The Federal Open Market Committee decided to raise their target range for the Fed Funds Rate by a quarter point today. That puts the range in the 4.5%-4.75% range. The FOMC statement was very short of details, however it did reveal that this was a unanimous decision.
To say that this was disappointing, for me, is an understatement. I’m not entirely shocked that Powell went with a 25 basis point increase as that was being telegraphed by the FedWatch tool as well as a few Fed speakers prior to the meeting. It certainly was not disappointing for the markets.
The Nasdaq gained 2% in short order. We also saw a big gain in gold, silver, and the Euro. Where we did not see a bounce was in oil.
Due to the short nature of the FOMC statement, the press conference was going to be most interesting to me. While there were the typical bonehead questions (looking at your WaPo and NYTimes), there were a couple that were very put. Specifically Nick Timiraos asked about the possibility of a wait-and-see approach and he tried to get a sneak preview of what the meeting minutes might show. Powell was adamant that data will dictate policy. He also told Nick that those minutes will be out in 3 weeks’ time.

Steve Liesman also asked a long question but an important one. It was about inflation versus the Fed Funds Rate and if the committee felt that they had achieved their goal.
My view on the FFR vs the inflation rate had been heavily influenced by Robert Wenzel’s thoughts on the subject. Robert was of the mind that the FFR needed to be above the inflation rate to arrest inflation. While I was of this mind for many years, as I look more at the inflation statistics, my understanding has changed. One of the factors that changed it was that the government continues to manipulate the CPI data. In their manipulations, it never adjust the CPI higher. They are continuing to manipulate this data to this day.
This has made me question whether the FFR must be higher than the CPI to control inflation. I am now reverting back to a Milton Friedman/Rothbardian stance in that inflation is an increase in the money supply and when the money supply stops increasing, inflation stops increasing. Also, increases in the money supply do not necessarily mean an increase in prices. Both the supply and demand of money need to be taken into account to determine whether an increase in prices would be observed. I acknowledge that the FFR has a heavy influence on demand. Therefore it is part of the equation but it is not the be-all-end-all of that equation.
We have seen the money supply stay flat for a record 15 months. In addition, interest rates are beginning to slow demand. Even Powell admitted this during the post-meeting press conference saying that, “we can now say for the first time that the dis-inflationary process has started”. This has been reflected in my favorite inflation tracker, the Case-Shiller home price index.

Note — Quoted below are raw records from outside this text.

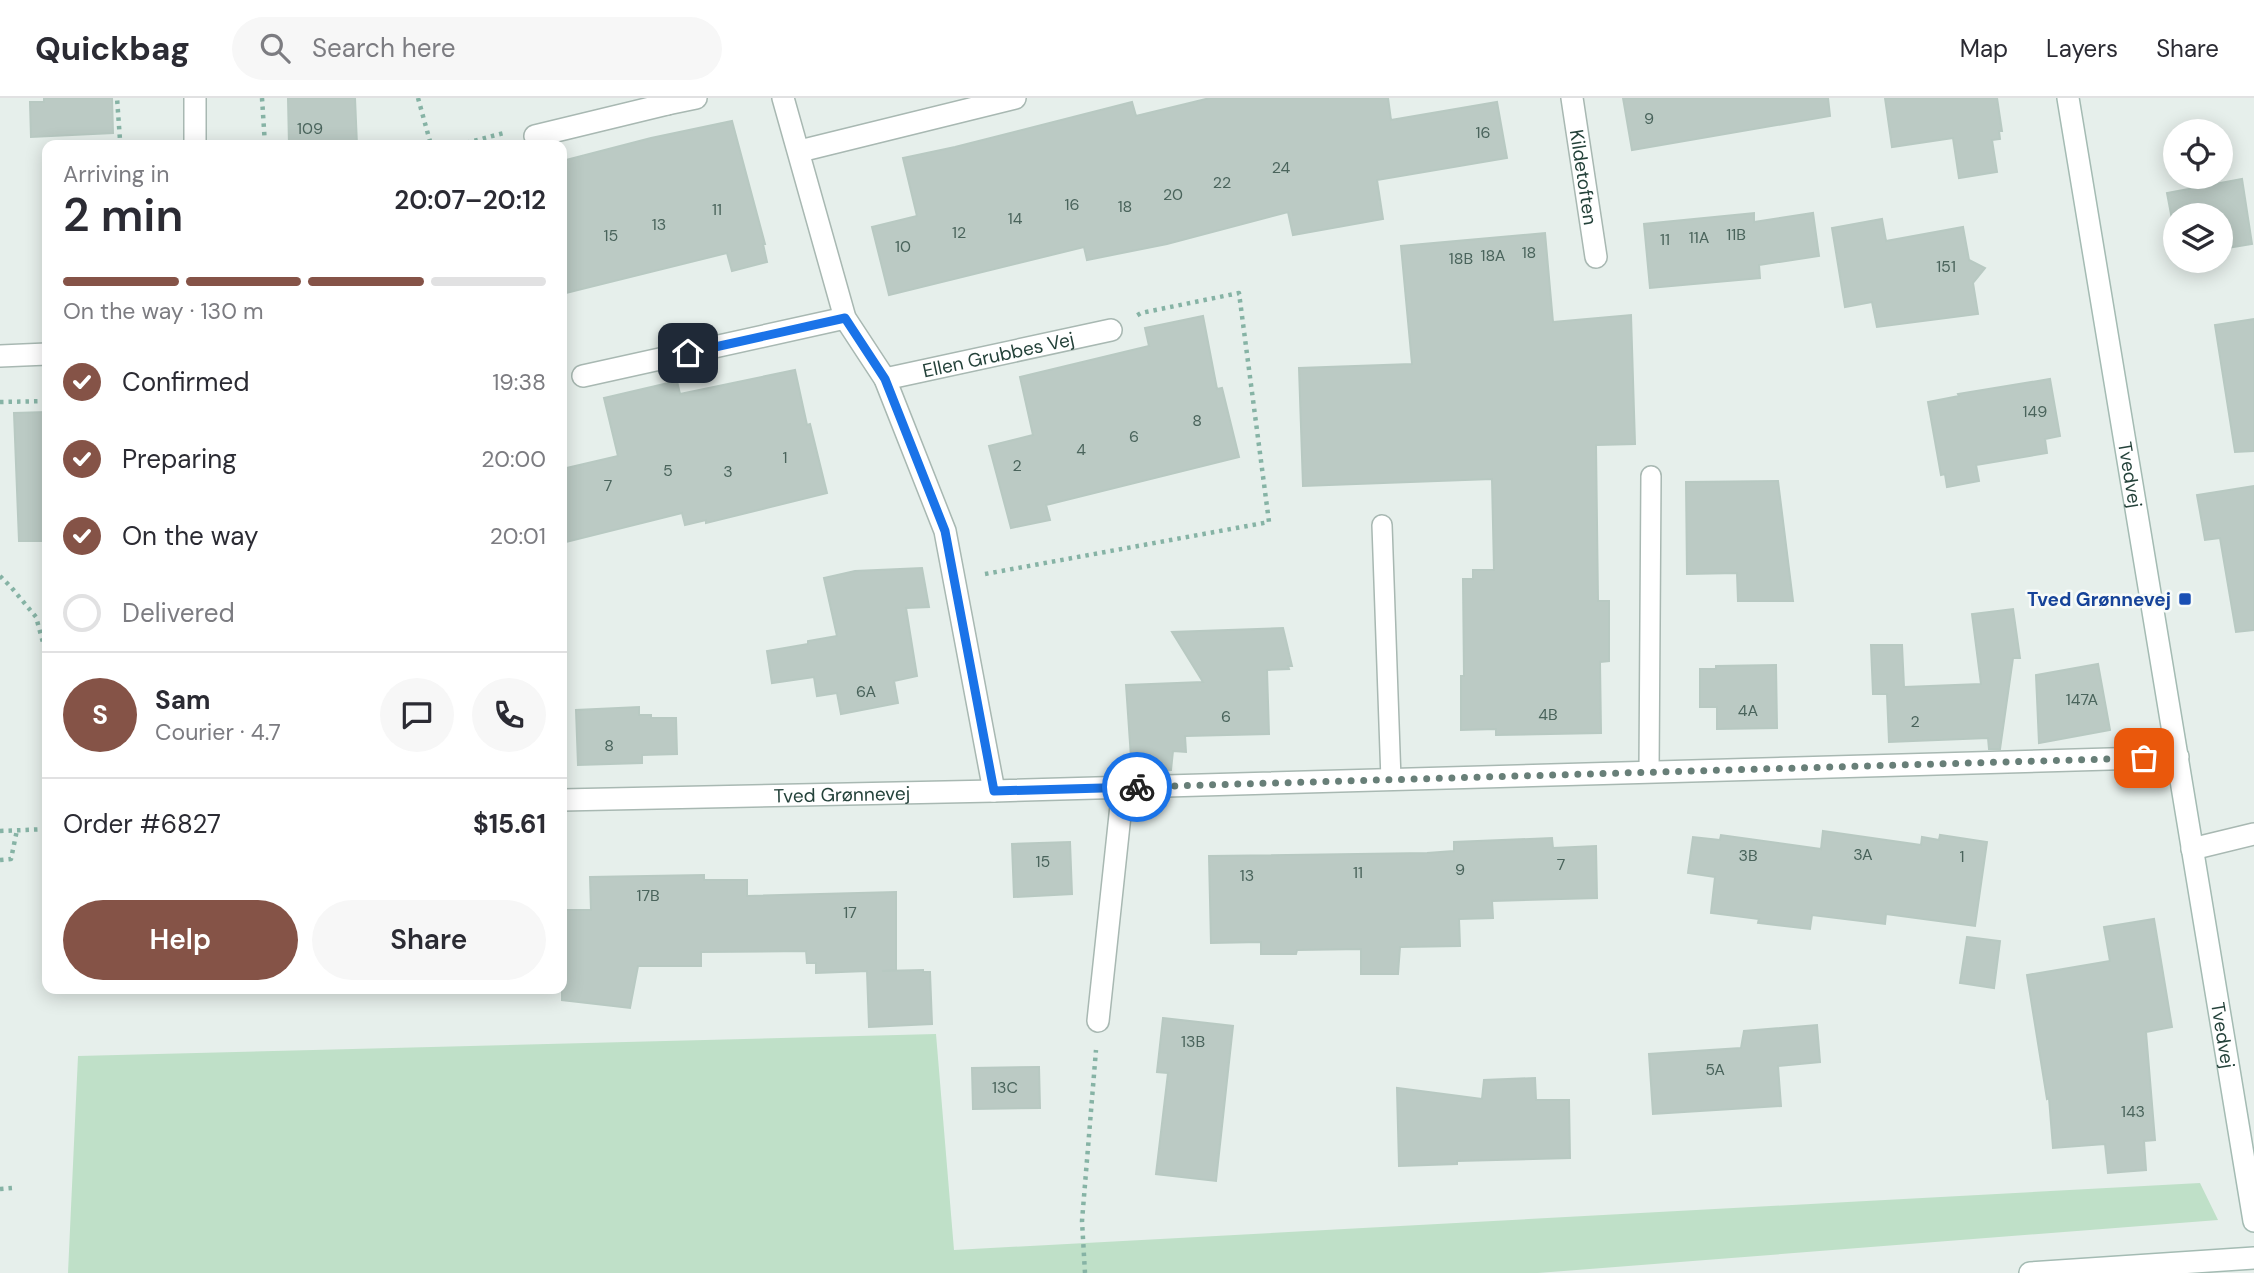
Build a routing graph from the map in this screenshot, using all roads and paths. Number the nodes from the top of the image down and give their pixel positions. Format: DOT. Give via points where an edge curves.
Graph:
graph roads {
  1 [pos="117,98"];
  2 [pos="195,98"];
  3 [pos="262,98"];
  4 [pos="418,98"];
  5 [pos="696,98"];
  6 [pos="783,98"];
  7 [pos="1016,98"];
  8 [pos="1572,98"];
  9 [pos="2068,98"];
  10 [pos="667,101"];
  11 [pos="535,136"];
  12 [pos="120,140"];
  13 [pos="195,140"];
  14 [pos="265,140"];
  15 [pos="429,140"];
  16 [pos="477,140"];
  17 [pos="800,151"];
  18 [pos="1596,257"];
  19 [pos="845,318"];
  20 [pos="1111,330"];
  21 [pos="42,354"];
  22 [pos="0,356"];
  23 [pos="583,376"];
  24 [pos="885,379"];
  25 [pos="42,401"];
  26 [pos="0,402"];
  27 [pos="1651,475"];
  28 [pos="1382,525"];
  29 [pos="0,576"];
  30 [pos="955,580"];
  31 [pos="42,639"];
  32 [pos="2178,757"];
  33 [pos="1649,772"];
  34 [pos="1391,780"];
  35 [pos="1123,787"];
  36 [pos="994,791"];
  37 [pos="567,800"];
  38 [pos="17,830"];
  39 [pos="42,830"];
  40 [pos="0,831"];
  41 [pos="2254,834"];
  42 [pos="2192,849"];
  43 [pos="0,860"];
  44 [pos="1098,1021"];
  45 [pos="13,1188"];
  46 [pos="0,1189"];
  47 [pos="2254,1222"];
  48 [pos="2254,1259"];
  49 [pos="1085,1273"];
  50 [pos="2030,1273"];
  51 [pos="2167,1273"];
  1 -- 12 [label="path"];
  2 -- 13 [label="street"];
  3 -- 14 [label="path"];
  4 -- 15 [label="path"];
  5 -- 10 [label="street"];
  6 -- 17 [label="street"];
  7 -- 17 [label="street"];
  8 -- 18 [label="street, Kildetoften"];
  9 -- 32 [label="street, Tvedvej"];
  10 -- 11 [label="street"];
  11 -- 16 [label="path" via="515,130"];
  17 -- 19 [label="street"];
  19 -- 23 [label="street"];
  19 -- 24 [label="street"];
  20 -- 24 [label="street, Ellen Grubbes Vej"];
  20 -- 30 [label="path" via="1141,313 1239,293 1269,522"];
  21 -- 22 [label="street"];
  24 -- 30 [label="street" via="945,531"];
  25 -- 26 [label="path"];
  27 -- 33 [label="lane"];
  28 -- 34 [label="lane"];
  29 -- 31 [label="path" via="36,617"];
  30 -- 36 [label="street"];
  32 -- 33 [label="street, Tved Grønnevej"];
  32 -- 42 [label="street, Tvedvej"];
  33 -- 34 [label="street, Tved Grønnevej"];
  34 -- 35 [label="street, Tved Grønnevej"];
  35 -- 36 [label="street, Tved Grønnevej"];
  35 -- 44 [label="street"];
  36 -- 37 [label="street, Tved Grønnevej"];
  38 -- 39 [label="path"];
  38 -- 40 [label="path"];
  38 -- 43 [label="path" via="11,859"];
  41 -- 42 [label="street"];
  42 -- 47 [label="street, Tvedvej"];
  44 -- 49 [label="path" via="1082,1221"];
  45 -- 46 [label="path"];
  48 -- 50 [label="street"];
  48 -- 51 [label="street"];
}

We’ve witnessed a rather steep decrease in the inflation rate for home prices. If the rate of decrease continues at this pace, we could see a 0% year-over-year increase by March or April. Keep in mind, your local market may vary. I saw several hot takes yesterday showing that San Francisco home prices year-over-year were already negative. However, I didn’t see anyone mention that Miami is still 18%+.

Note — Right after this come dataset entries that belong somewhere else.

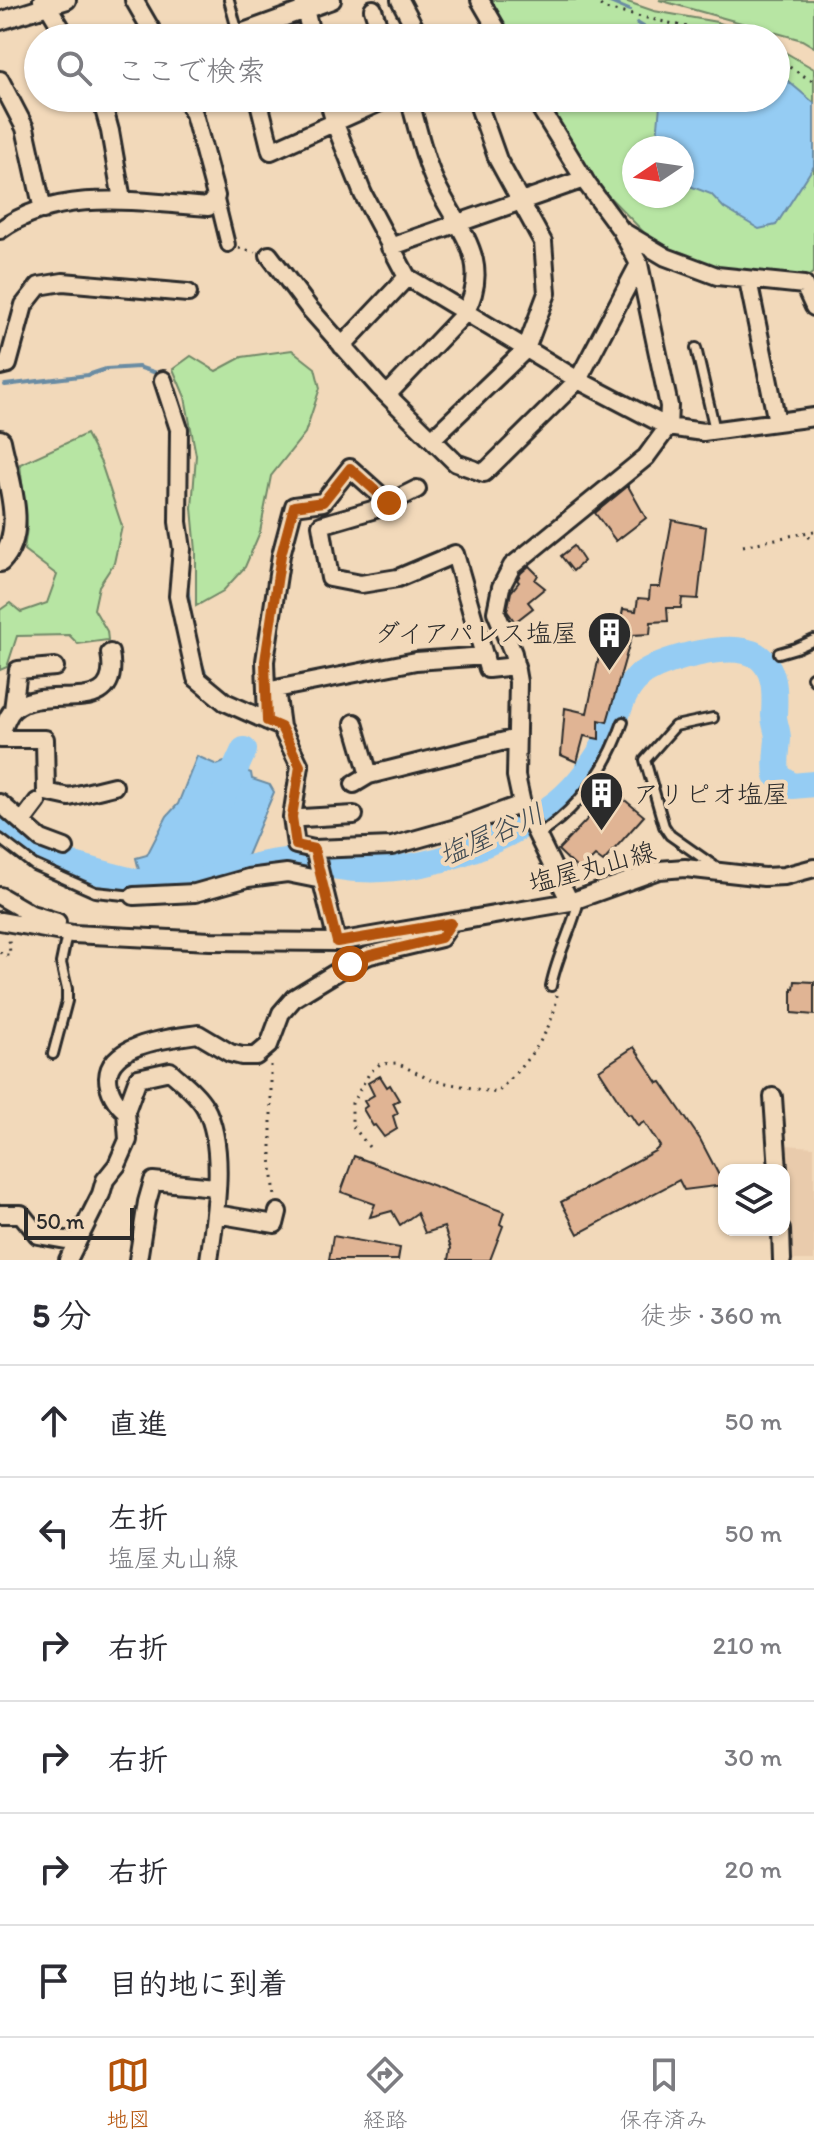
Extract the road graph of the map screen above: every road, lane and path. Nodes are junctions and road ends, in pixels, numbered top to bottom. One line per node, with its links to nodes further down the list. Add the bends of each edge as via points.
1 (134, 0): 12 (street)
2 (229, 0): 13 (lane)
3 (332, 0): 8 (street)
4 (400, 0): 16 (street)
5 (480, 0): 17 (street)
6 (594, 0): 18 (path, via 605,9)
7 (53, 2): 10 (street); 11 (street)
8 (304, 5): 14 (street)
9 (373, 9): 15 (street)
10 (0, 21)
11 (62, 24)
12 (148, 24)
13 (231, 24)
14 (260, 24)
15 (378, 24)
16 (413, 24)
17 (492, 24)
18 (674, 24)
19 (790, 67): 21 (path)
20 (0, 80): 35 (street, via 25,128)
21 (814, 82)
22 (105, 112): 33 (street)
23 (193, 112): 32 (street)
24 (260, 112): 30 (street, via 268,158)
25 (332, 112): 30 (street)
26 (360, 112): 30 (street)
27 (413, 112): 36 (street, via 434,180)
28 (481, 112): 34 (street)
29 (543, 112): 31 (street)
30 (335, 124): 40 (street)
31 (584, 179): 34 (street); 38 (street)
32 (216, 196): 33 (street, via 208,207); 39 (street)
33 (122, 200): 35 (street, via 62,203)
34 (520, 201): 36 (street); 50 (street, via 543,242 547,293)
35 (43, 210): 37 (street)
36 (457, 223): 40 (street); 47 (street, via 477,277)
37 (0, 230)
38 (621, 230): 42 (street); 44 (street, via 666,257 717,276)
39 (228, 245): 41 (path)
40 (390, 247): 43 (street)
41 (269, 255): 48 (street)
42 (639, 264): 53 (street); 57 (street, via 669,406)
43 (407, 277): 47 (street); 48 (street)
44 (748, 280): 46 (street, via 804,285); 56 (street)
45 (188, 293): 51 (street, via 63,282 39,286 24,305 8,364)
46 (814, 307)
47 (465, 313): 50 (street); 54 (street)
48 (342, 346): 54 (street)
49 (696, 348): 58 (lane)
50 (526, 349): 53 (street); 59 (street)
51 (0, 366)
52 (163, 380): 78 (street, via 179,429 178,596 196,678 225,702)
53 (578, 380): 57 (street); 59 (street, via 484,473 456,463)
54 (387, 395): 59 (street)
55 (814, 417): 56 (street)
56 (777, 422): 58 (street)
57 (668, 427): 58 (street); 72 (street, via 646,457 512,566 496,612)
58 (715, 430)
59 (432, 439)
60 (0, 441): 67 (street, via 15,520 11,544)
61 (417, 489): 62 (street)
62 (389, 503): 71 (street, via 321,525 330,578 361,584 398,578 455,554); 78 (street, via 350,468 323,502 294,506 265,661)
63 (814, 531): 64 (path)
64 (804, 533): 65 (path); 66 (path)
65 (814, 541)
66 (743, 546)
67 (0, 561)
68 (814, 640): 70 (lane)
69 (110, 653): 74 (street, via 113,670 93,696 33,699)
70 (779, 653)
71 (485, 656): 72 (street, via 488,669); 78 (street, via 416,661 276,689)
72 (516, 666): 80 (street)
73 (55, 667): 74 (street, via 18,670)
74 (13, 710): 79 (street)
75 (713, 718): 95 (lane, via 675,726 645,760 670,835)
76 (623, 722): 89 (lane, via 615,745 570,812)
77 (354, 723): 80 (street, via 361,780)
78 (274, 724): 91 (street, via 300,766 292,817)
79 (0, 738): 81 (street, via 45,739 46,792 69,797)
80 (517, 738): 85 (street)
81 (114, 786)
82 (304, 800): 87 (street)
83 (37, 802): 88 (street)
84 (0, 803): 88 (street)
85 (522, 804): 89 (street); 93 (street, via 392,846)
86 (354, 815): 87 (street)
87 (302, 818): 91 (street, via 305,831)
88 (22, 822): 92 (street, via 41,839)
89 (536, 837): 99 (street)
90 (0, 839): 98 (lane, via 34,865 95,892)
91 (296, 845): 93 (street)
92 (65, 848)
93 (315, 855): 96 (street)
94 (814, 868): 95 (street, 塩屋丸山線, via 784,876)
95 (724, 873): 99 (street, 塩屋丸山線, via 659,870)
96 (322, 880): 98 (street, via 287,873 195,893); 103 (street)
97 (0, 896): 102 (street, via 68,926)
98 (134, 896)
99 (574, 901): 100 (street, 塩屋丸山線); 105 (lane, via 574,920)
100 (451, 923): 103 (street, 塩屋丸山線); 109 (street, via 441,938 370,955 294,998 281,1013 269,1045 256,1056 230,1053 198,1034 138,1046 120,1055 108,1083)
101 (4, 928): 102 (street, 塩屋丸山線); 104 (path, via 10,955)
102 (70, 933): 103 (street, 塩屋丸山線); 106 (lane, via 61,963 67,1001)
103 (337, 942)
104 (0, 952)
105 (551, 986): 110 (path, via 557,994 555,1013 544,1038 497,1093 431,1080 397,1063 380,1064 370,1072 350,1115)
106 (53, 1054)
107 (272, 1070): 113 (path, via 271,1157)
108 (773, 1097): 111 (street)
109 (126, 1111): 112 (street, via 138,1078 170,1071 204,1105 214,1128); 117 (street, via 128,1140)
110 (369, 1147)
111 (778, 1164)
112 (215, 1187): 115 (street); 119 (street, via 153,1181)
113 (278, 1212): 115 (street, via 275,1224)
114 (0, 1214): 117 (street, via 21,1214 38,1235)
115 (216, 1214): 120 (street)
116 (781, 1236): 121 (street)
117 (77, 1242): 118 (street)
118 (68, 1260)
119 (138, 1260)
120 (209, 1260)
121 (782, 1260)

Looking forward for the Fed, the CME FedWatch tool has penciled in another 25 basis point increase (at 84% probability) for the March meeting. The tool then shows that the target rate will have the highest probability of staying at 475-500 until November 2023 when it projects a cut to 450-475 (35.2% probability). It is hard to gauge these kinds of thing that far out but I do believe that the Fed is prepared to take a wait-and-see approach (which was hinted at the presser by fed-whisperer Nick Timiraos). The March meeting will also see a economic projections from the Fed.


On the labor front, JOLTs showed that Job Openings continued to stay robust. 11.0 million openings were recorded in December of 2022. It is the most in 5 months and well above the market expectations. The largest increases were seen in accommodation & food services, retail trade, and construction. Quits also continue to stay elevated. There is still a big mismatch in the labor force. There is less demand for tech/information workers and a high demand for service and construction. I’ve seen countless stories about tech sector layoffs (today alone saw Rivian, DraftKings, and Paypal all make announcements) as well as pay cuts (the latest being Intel).
Disappointing indeed. I've already seen a lot of permabulls claim they are done raising when clearly they are not. Guess the markets are going to rip up to close the gaps above now before stalling again. Either way Powell got ahead of the other CB's and they will not be able to catch up. I worry more about an inflation relapse now, and gold echoed that concern today.
I got a reply from Dr. Mark Thornton on FRR/CPI a few months ago (https://twitter.com/DrMarkThornton/status/1572242472532676611). He was dismissive of the question. I think that is fair - implying you can't know: price controls don't work. We can probably correlate FRR exceeding CPI as a good idea but there are too many factors to ever simplify a solution to just that.